Nach einer dritten Verhandlungsrunde unter Beteiligung der IG Metall und dem Verband der Metallindustriellen Niedersachsens (VMN) ist es gelungen, Regelungen über einen Sozialplan und Interessensausgleich zu treffen. Helmut Hogrefe, Betriebsratsvorsitzender von Mahle Barsinghausen, sagte gestern: „Mit dem Verzicht auf die Produktions- und Dienstleistungsgesellschaft und der deutlichen Erhöhung des Grundbetrages bei der Abfindung konnten wir ein akzeptables Ergebnis erreichen.“
Die IG-Metall-Sekretäre Pia Pachauer und Ingo Arlt begrüßen das Umschwenken der Arbeitgeberseite. So ist Mahle dem regionalen Verbund von Betrieben beigetreten, die sich gegenseitig bei Bedarf Arbeitskräfte auf dem Tarifniveau der Metallindustrie ausleihen. Dabei verbleiben die Arbeitnehmer vertraglich in ihrem Betrieb und erhalten weiterhin ihr komplettes Entgelt. In Betrieben mit niedriger Auslastung können so Kurzarbeit und auch Entgeltkosten reduziert werden. Betriebe mit hoher Auslastung profitieren durch qualifiziertes Personal und durch die Vermeidung von Leiharbeit. Auch TRW ist mittlerweile diesem Verbund beigetreten.
„Die Beschäftigten können, müssen aber nicht in Betrieben des Verbundes arbeiten“, erläuterte Arlt. Dadurch biete sich für die Mahle-Beschäftigten aber auch die Chance, sich in einem anderen Betrieb zu „zeigen“.

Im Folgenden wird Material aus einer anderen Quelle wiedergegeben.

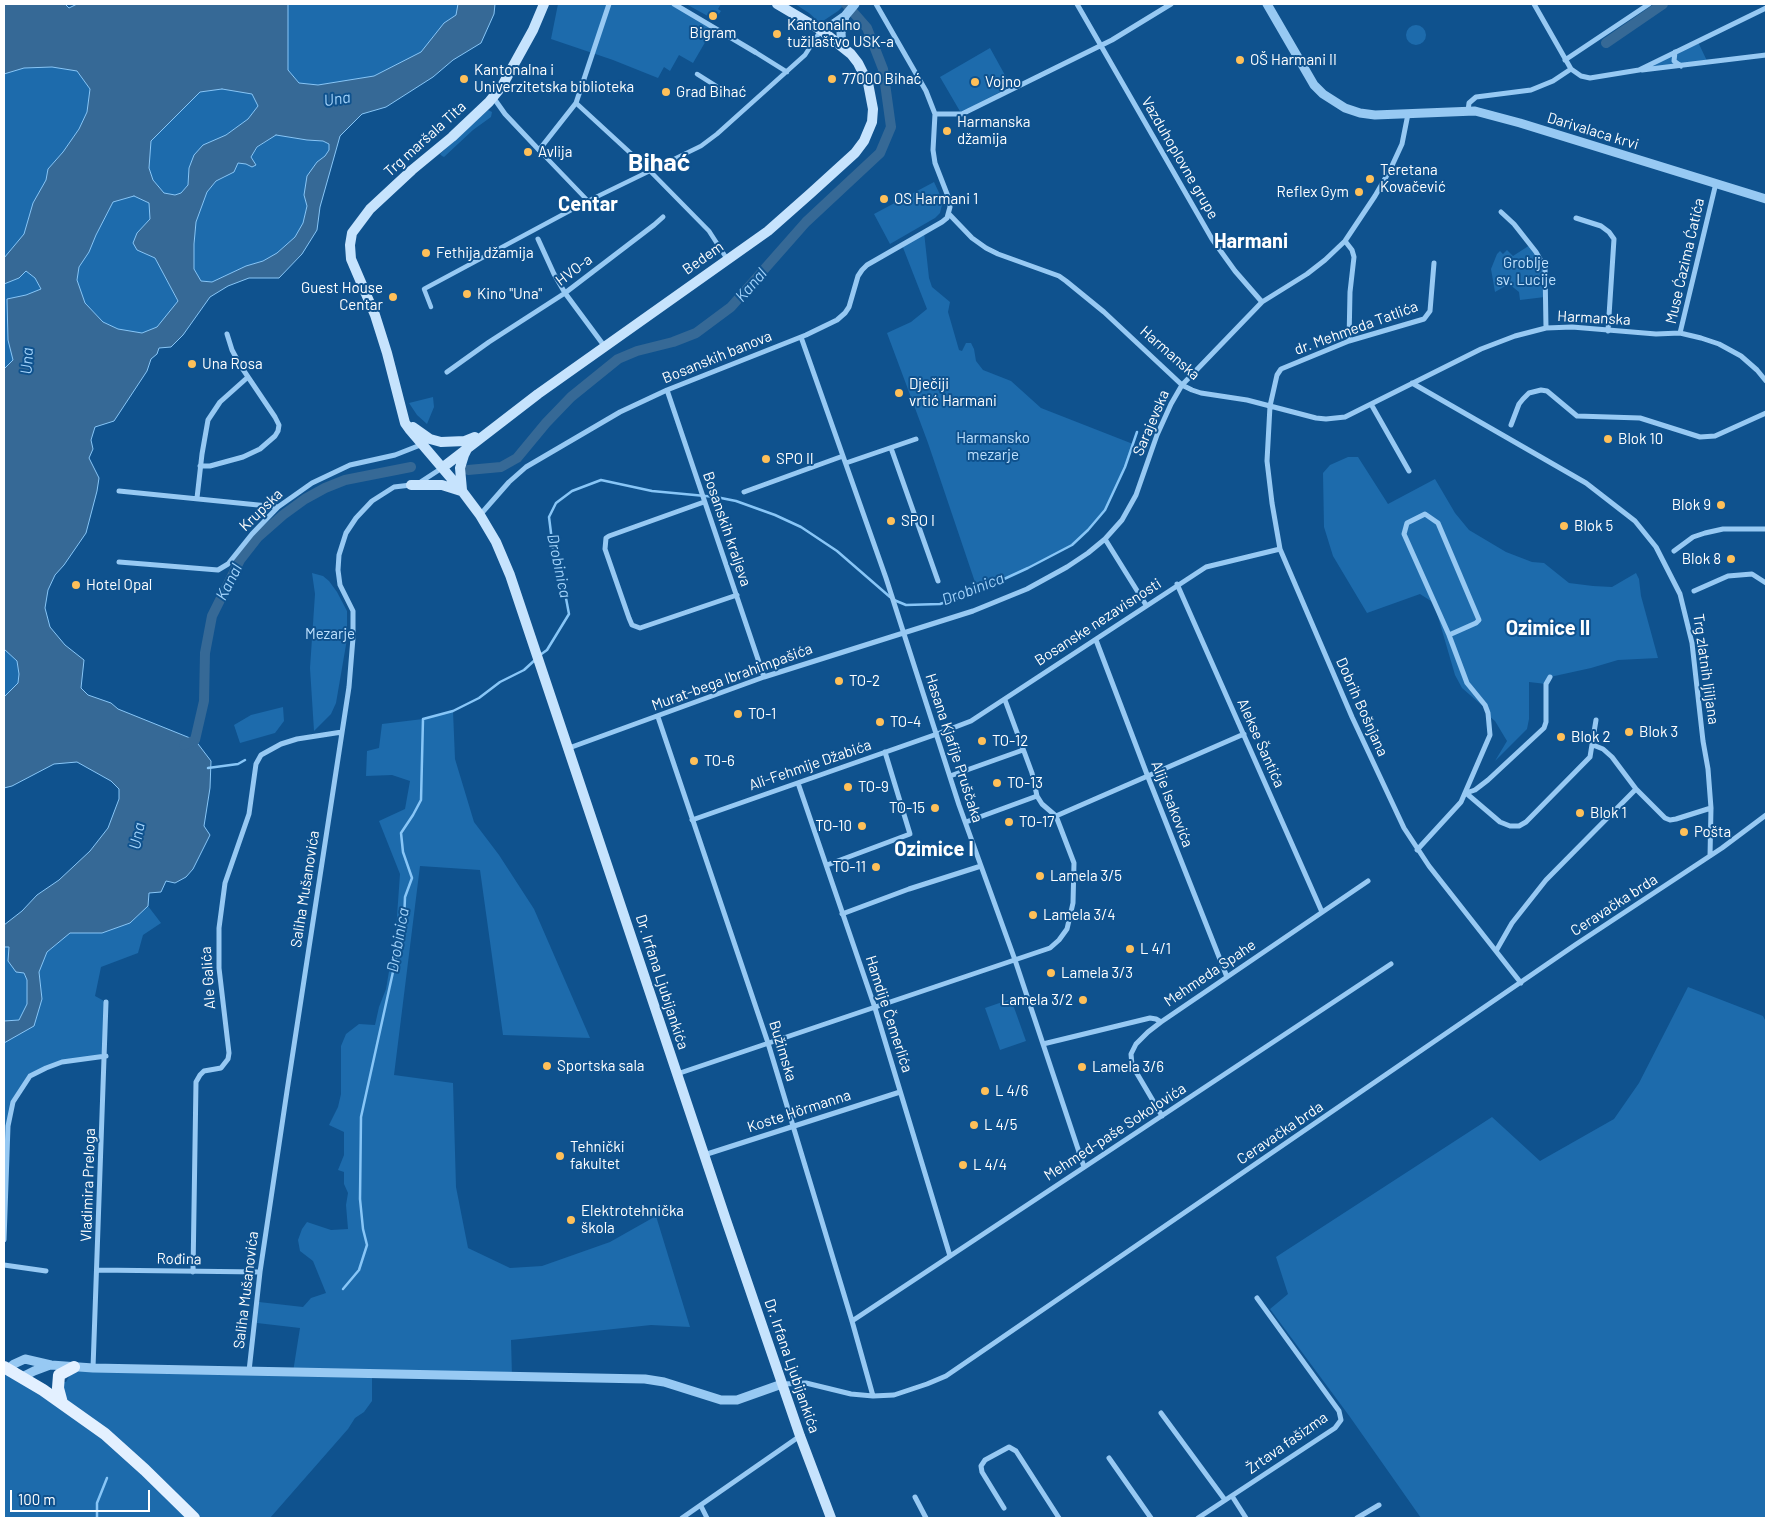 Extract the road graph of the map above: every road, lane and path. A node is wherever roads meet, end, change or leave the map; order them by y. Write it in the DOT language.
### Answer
graph roads {
  1 [pos="544,4"];
  2 [pos="609,4"];
  3 [pos="674,4"];
  4 [pos="777,4"];
  5 [pos="854,4"];
  6 [pos="876,4"];
  7 [pos="1077,4"];
  8 [pos="1171,4"];
  9 [pos="1267,4"];
  10 [pos="1534,4"];
  11 [pos="1649,4"];
  12 [pos="1766,8"];
  13 [pos="845,16"];
  14 [pos="821,30"];
  15 [pos="1102,45"];
  16 [pos="842,46"];
  17 [pos="755,52"];
  18 [pos="1675,52"];
  19 [pos="1766,55"];
  20 [pos="1565,60"];
  21 [pos="1682,66"];
  22 [pos="1570,69"];
  23 [pos="1639,70"];
  24 [pos="787,72"];
  25 [pos="697,74"];
  26 [pos="716,86"];
  27 [pos="493,97"];
  28 [pos="576,103"];
  29 [pos="1468,110"];
  30 [pos="935,114"];
  31 [pos="1408,114"];
  32 [pos="539,150"];
  33 [pos="650,171"];
  34 [pos="1716,183"];
  35 [pos="1766,199"];
  36 [pos="588,201"];
  37 [pos="1501,212"];
  38 [pos="948,214"];
  39 [pos="663,217"];
  40 [pos="1576,218"];
  41 [pos="533,230"];
  42 [pos="538,239"];
  43 [pos="1345,241"];
  44 [pos="727,259"];
  45 [pos="1434,263"];
  46 [pos="565,292"];
  47 [pos="1262,302"];
  48 [pos="431,308"];
  49 [pos="1546,328"];
  50 [pos="1608,331"];
  51 [pos="1680,333"];
  52 [pos="227,334"];
  53 [pos="801,337"];
  54 [pos="1349,341"];
  55 [pos="605,347"];
  56 [pos="447,372"];
  57 [pos="248,377"];
  58 [pos="1766,381"];
  59 [pos="1412,383"];
  60 [pos="1182,384"];
  61 [pos="667,390"];
  62 [pos="1371,404"];
  63 [pos="1270,406"];
  64 [pos="1766,413"];
  65 [pos="403,415"];
  66 [pos="1511,425"];
  67 [pos="486,433"];
  68 [pos="916,439"];
  69 [pos="426,442"];
  70 [pos="470,446"];
  71 [pos="890,448"];
  72 [pos="843,456"];
  73 [pos="846,463"];
  74 [pos="200,466"];
  75 [pos="442,468"];
  76 [pos="1409,471"];
  77 [pos="411,485"];
  78 [pos="119,491"];
  79 [pos="462,491"];
  80 [pos="744,492"];
  81 [pos="197,498"];
  82 [pos="704,500"];
  83 [pos="278,507"];
  84 [pos="480,515"];
  85 [pos="1766,529"];
  86 [pos="1105,539"];
  87 [pos="1280,549"];
  88 [pos="1674,551"];
  89 [pos="119,562"];
  90 [pos="938,581"];
  91 [pos="1766,583"];
  92 [pos="1177,584"];
  93 [pos="1694,591"];
  94 [pos="737,595"];
  95 [pos="1146,605"];
  96 [pos="904,632"];
  97 [pos="1449,635"];
  98 [pos="1096,640"];
  99 [pos="764,677"];
  100 [pos="1550,677"];
  101 [pos="1005,700"];
  102 [pos="658,717"];
  103 [pos="1596,720"];
  104 [pos="342,732"];
  105 [pos="937,734"];
  106 [pos="1244,734"];
  107 [pos="1593,745"];
  108 [pos="568,748"];
  109 [pos="1024,750"];
  110 [pos="884,752"];
  111 [pos="950,776"];
  112 [pos="1148,777"];
  113 [pos="798,783"];
  114 [pos="1636,789"];
  115 [pos="1466,793"];
  116 [pos="1037,796"];
  117 [pos="1711,808"];
  118 [pos="1766,815"];
  119 [pos="1056,816"];
  120 [pos="692,820"];
  121 [pos="966,822"];
  122 [pos="1418,850"];
  123 [pos="1710,856"];
  124 [pos="827,866"];
  125 [pos="981,866"];
  126 [pos="1368,880"];
  127 [pos="1322,912"];
  128 [pos="842,914"];
  129 [pos="1496,951"];
  130 [pos="1015,960"];
  131 [pos="1391,964"];
  132 [pos="1227,977"];
  133 [pos="1521,983"];
  134 [pos="106,1002"];
  135 [pos="875,1008"];
  136 [pos="1162,1022"];
  137 [pos="768,1043"];
  138 [pos="1043,1044"];
  139 [pos="106,1056"];
  140 [pos="677,1074"];
  141 [pos="900,1092"];
  142 [pos="1162,1116"];
  143 [pos="792,1127"];
  144 [pos="704,1155"];
  145 [pos="1084,1167"];
  146 [pos="4,1240"];
  147 [pos="950,1256"];
  148 [pos="4,1265"];
  149 [pos="97,1270"];
  150 [pos="46,1271"];
  151 [pos="192,1272"];
  152 [pos="260,1272"];
  153 [pos="1257,1298"];
  154 [pos="852,1321"];
  155 [pos="51,1365"];
  156 [pos="74,1367"];
  157 [pos="6,1368"];
  158 [pos="93,1368"];
  159 [pos="248,1371"];
  160 [pos="22,1377"];
  161 [pos="782,1384"];
  162 [pos="873,1396"];
  163 [pos="62,1403"];
  164 [pos="1162,1412"];
  165 [pos="800,1436"];
  166 [pos="1109,1458"];
  167 [pos="1232,1496"];
  168 [pos="916,1497"];
  169 [pos="1225,1500"];
  170 [pos="1379,1505"];
  171 [pos="701,1506"];
  172 [pos="1004,1508"];
  173 [pos="194,1518"];
  174 [pos="682,1518"];
  175 [pos="707,1518"];
  176 [pos="830,1518"];
  177 [pos="926,1518"];
  178 [pos="1059,1518"];
  179 [pos="1150,1518"];
  180 [pos="1198,1518"];
  181 [pos="1246,1518"];
  182 [pos="1357,1518"];
  1 -- 27 [label="main road, Trg maršala Tita"];
  2 -- 28 [label="street"];
  3 -- 17 [label="street"];
  4 -- 14 [label="main road, Bedem"];
  5 -- 13 [label="street"];
  6 -- 30 [label="street"];
  7 -- 15 [label="street, Vazduhoplovne grupe"];
  8 -- 15 [label="street"];
  9 -- 31 [label="street, Darivalaca krvi"];
  10 -- 20 [label="street"];
  11 -- 20 [label="street"];
  12 -- 18 [label="street"];
  13 -- 14 [label="street"];
  13 -- 16 [label="street"];
  14 -- 16 [label="main road, Bedem"];
  14 -- 24 [label="street"];
  15 -- 30 [label="street"];
  15 -- 47 [label="street, Vazduhoplovne grupe"];
  16 -- 44 [label="main road, Bedem"];
  17 -- 24 [label="street"];
  18 -- 21 [label="street"];
  18 -- 23 [label="street"];
  19 -- 21 [label="street"];
  20 -- 22 [label="street"];
  21 -- 23 [label="street"];
  22 -- 23 [label="street"];
  22 -- 29 [label="street"];
  24 -- 33 [label="street"];
  25 -- 26 [label="street"];
  27 -- 32 [label="street"];
  27 -- 65 [label="main road, Trg maršala Tita"];
  28 -- 32 [label="street"];
  28 -- 33 [label="street"];
  29 -- 31 [label="street, Darivalaca krvi"];
  29 -- 34 [label="street, Darivalaca krvi"];
  30 -- 38 [label="street"];
  31 -- 43 [label="street, Sarajevska"];
  32 -- 36 [label="street"];
  33 -- 36 [label="street"];
  33 -- 44 [label="street"];
  34 -- 35 [label="street, Darivalaca krvi"];
  34 -- 51 [label="street, Muse Ćazima Ćatića"];
  36 -- 41 [label="street"];
  37 -- 49 [label="street"];
  38 -- 53 [label="street, Bosanskih banova"];
  38 -- 60 [label="street, Harmanska"];
  39 -- 46 [label="street, HVO-a"];
  40 -- 50 [label="street"];
  41 -- 42 [label="street"];
  41 -- 48 [label="street"];
  42 -- 46 [label="street"];
  43 -- 47 [label="street, Sarajevska"];
  43 -- 54 [label="street"];
  44 -- 55 [label="main road, Bedem"];
  45 -- 54 [label="street, dr. Mehmeda Tatlića"];
  46 -- 55 [label="street"];
  46 -- 56 [label="street, HVO-a"];
  47 -- 60 [label="street, Sarajevska"];
  49 -- 50 [label="street, Harmanska"];
  49 -- 59 [label="street, Harmanska"];
  50 -- 51 [label="street, Harmanska"];
  51 -- 58 [label="street, Muse Ćazima Ćatića"];
  52 -- 57 [label="street"];
  53 -- 61 [label="street, Bosanskih banova"];
  53 -- 72 [label="street, Hasana Kjafije Pruščaka"];
  54 -- 63 [label="street, dr. Mehmeda Tatlića"];
  55 -- 67 [label="main road, Bedem"];
  57 -- 74 [label="street"];
  57 -- 74 [label="street"];
  59 -- 62 [label="street, Harmanska"];
  59 -- 117 [label="street, Trg zlatnih ljiljana"];
  60 -- 63 [label="street, Harmanska"];
  60 -- 86 [label="street, Sarajevska"];
  61 -- 82 [label="street, Bosanskih kraljeva"];
  61 -- 84 [label="street, Bosanskih banova"];
  62 -- 63 [label="street, Harmanska"];
  62 -- 76 [label="street"];
  63 -- 87 [label="street, Dobrih Bošnjana"];
  64 -- 66 [label="street"];
  65 -- 69 [label="main road, Dr. Irfana Ljubijankića"];
  67 -- 69 [label="main road"];
  67 -- 70 [label="main road, Bedem"];
  68 -- 71 [label="street"];
  69 -- 75 [label="main road, Dr. Irfana Ljubijankića"];
  69 -- 83 [label="street, Krupska"];
  70 -- 75 [label="main road, Bedem"];
  70 -- 79 [label="main road"];
  71 -- 73 [label="street"];
  71 -- 90 [label="street"];
  72 -- 73 [label="street, Hasana Kjafije Pruščaka"];
  72 -- 80 [label="street"];
  73 -- 96 [label="street, Hasana Kjafije Pruščaka"];
  74 -- 81 [label="street"];
  75 -- 77 [label="street, Saliha Mušanovića"];
  75 -- 79 [label="main road, Dr. Irfana Ljubijankića"];
  77 -- 79 [label="main road"];
  77 -- 104 [label="street, Saliha Mušanovića"];
  78 -- 81 [label="street"];
  79 -- 84 [label="main road, Dr. Irfana Ljubijankića"];
  81 -- 83 [label="street"];
  82 -- 94 [label="street, Bosanskih kraljeva"];
  82 -- 94 [label="street"];
  83 -- 89 [label="street, Krupska"];
  84 -- 108 [label="main road, Dr. Irfana Ljubijankića"];
  85 -- 88 [label="street"];
  86 -- 95 [label="street"];
  86 -- 96 [label="street, Sarajevska"];
  87 -- 92 [label="street, Bosanske nezavisnosti"];
  87 -- 122 [label="street, Dobrih Bošnjana"];
  91 -- 93 [label="street"];
  92 -- 95 [label="street, Bosanske nezavisnosti"];
  92 -- 106 [label="street, Alekse Šantića"];
  94 -- 99 [label="street, Bosanskih kraljeva"];
  95 -- 98 [label="street, Bosanske nezavisnosti"];
  96 -- 99 [label="street, Murat-bega Ibrahimpašića"];
  96 -- 105 [label="street, Hasana Kjafije Pruščaka"];
  97 -- 97 [label="street"];
  97 -- 115 [label="street"];
  98 -- 101 [label="street, Bosanske nezavisnosti"];
  98 -- 112 [label="street, Alije Isakovića"];
  99 -- 102 [label="street, Murat-bega Ibrahimpašića"];
  100 -- 115 [label="street"];
  101 -- 105 [label="street, Bosanske nezavisnosti"];
  101 -- 109 [label="street"];
  102 -- 108 [label="street, Murat-bega Ibrahimpašića"];
  102 -- 120 [label="street, Bužimska"];
  103 -- 107 [label="street"];
  104 -- 151 [label="street, Ale Galića"];
  104 -- 152 [label="street, Saliha Mušanovića"];
  105 -- 110 [label="street, Ali-Fehmije Džabića"];
  105 -- 111 [label="street, Hasana Kjafije Pruščaka"];
  106 -- 112 [label="street"];
  106 -- 127 [label="street, Alekse Šantića"];
  107 -- 114 [label="street"];
  107 -- 115 [label="street"];
  108 -- 140 [label="main road, Dr. Irfana Ljubijankića"];
  109 -- 111 [label="street"];
  109 -- 116 [label="street"];
  110 -- 113 [label="street, Ali-Fehmije Džabića"];
  110 -- 124 [label="street"];
  111 -- 121 [label="street, Hasana Kjafije Pruščaka"];
  112 -- 119 [label="street"];
  112 -- 132 [label="street, Alije Isakovića"];
  113 -- 120 [label="street, Ali-Fehmije Džabića"];
  113 -- 124 [label="street, Hamdije Čemerlića"];
  114 -- 117 [label="street"];
  114 -- 129 [label="street"];
  115 -- 122 [label="street"];
  116 -- 119 [label="street"];
  116 -- 121 [label="street"];
  117 -- 123 [label="street, Trg zlatnih ljiljana"];
  118 -- 123 [label="street, Ceravačka brda"];
  119 -- 130 [label="street"];
  120 -- 137 [label="street, Bužimska"];
  121 -- 125 [label="street, Hasana Kjafije Pruščaka"];
  122 -- 129 [label="street, Dobrih Bošnjana"];
  123 -- 133 [label="street, Ceravačka brda"];
  124 -- 128 [label="street, Hamdije Čemerlića"];
  125 -- 128 [label="street"];
  125 -- 130 [label="street, Hasana Kjafije Pruščaka"];
  126 -- 127 [label="street, Mehmeda Spahe"];
  127 -- 132 [label="street, Mehmeda Spahe"];
  128 -- 135 [label="street, Hamdije Čemerlića"];
  129 -- 133 [label="street, Dobrih Bošnjana"];
  130 -- 135 [label="street"];
  130 -- 138 [label="street, Hasana Kjafije Pruščaka"];
  131 -- 142 [label="street, Mehmed-paše Sokolovića"];
  132 -- 136 [label="street, Mehmeda Spahe"];
  133 -- 162 [label="street, Ceravačka brda"];
  134 -- 139 [label="street, Vladimira Preloga"];
  135 -- 137 [label="street"];
  135 -- 141 [label="street, Hamdije Čemerlića"];
  136 -- 138 [label="street"];
  136 -- 142 [label="street, Mehmeda Spahe"];
  137 -- 140 [label="street"];
  137 -- 143 [label="street, Bužimska"];
  138 -- 145 [label="street, Hasana Kjafije Pruščaka"];
  139 -- 146 [label="street"];
  139 -- 149 [label="street, Vladimira Preloga"];
  140 -- 144 [label="main road, Dr. Irfana Ljubijankića"];
  141 -- 143 [label="street, Koste Hörmanna"];
  141 -- 147 [label="street, Hamdije Čemerlića"];
  142 -- 145 [label="street, Mehmed-paše Sokolovića"];
  143 -- 144 [label="street, Koste Hörmanna"];
  143 -- 154 [label="street, Bužimska"];
  144 -- 161 [label="main road, Dr. Irfana Ljubijankića"];
  145 -- 147 [label="street, Mehmed-paše Sokolovića"];
  147 -- 154 [label="street, Mehmed-paše Sokolovića"];
  148 -- 150 [label="street"];
  149 -- 151 [label="street, Rođina"];
  149 -- 158 [label="street, Vladimira Preloga"];
  151 -- 152 [label="street, Rođina"];
  152 -- 159 [label="street, Saliha Mušanovića"];
  153 -- 167 [label="street, Žrtava fašizma"];
  154 -- 162 [label="street, Bužimska"];
  155 -- 156 [label="street"];
  155 -- 157 [label="street"];
  155 -- 160 [label="street"];
  156 -- 158 [label="street"];
  156 -- 163 [label="main road"];
  157 -- 160 [label="main road"];
  158 -- 159 [label="street"];
  159 -- 161 [label="street"];
  160 -- 163 [label="main road"];
  161 -- 162 [label="street, Ceravačka brda"];
  161 -- 165 [label="main road, Dr. Irfana Ljubijankića"];
  163 -- 173 [label="main road"];
  164 -- 169 [label="street"];
  165 -- 171 [label="street"];
  165 -- 176 [label="main road, Dr. Irfana Ljubijankića"];
  166 -- 179 [label="street"];
  167 -- 169 [label="street, Žrtava fašizma"];
  167 -- 181 [label="street"];
  168 -- 177 [label="street"];
  169 -- 180 [label="street, Žrtava fašizma"];
  170 -- 182 [label="street"];
  171 -- 174 [label="street"];
  171 -- 175 [label="street"];
  172 -- 178 [label="street"];
}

Für die Arbeitgeberseite sagte der zuständige Personalleiter Michael Krämer: „Die von uns vorgeschlagene Produktions- und Dienstleistungsgesellschaft hatte das Ziel, durch Vermittlungsunterstützung und Qualifikation Beschäftigte in neue Arbeitsverhältnisse zu vermitteln. Das gleiche Ziel verfolgt der Tarifvertrag ,Arbeitnehmerüberlassung‘ vom 16. August 2010, deshalb war es für uns keine Frage, als Alternative dem regionalen Verbund von Betrieben beizutreten.“ 2008 wurde ein Standortsicherungstarifvertrag abgeschlossen, der die Beschäftigten vor betriebsbedingten Kündigungen schützt. Die Firmenleitung nahm damals an, den Standort Barsinghausen weiterführen zu können. „Diese Hoffnung hat sich leider nicht realisiert“, so Krämer.
Bei Mahle laufen derzeit die Vorbereitungen, den Produktionsbereich Rennsport nach Portugal zu verlagern. Die Beschäftigten werden dann im zweiten Produktbereich, dem U-Flex-Ring-Bereich, eingesetzt. Bis Ende 2012 bleiben die Mitarbeiter bei Mahle, daran schließt sich noch eine Beschäftigungs- und Qualifizierungsgesellschaft an.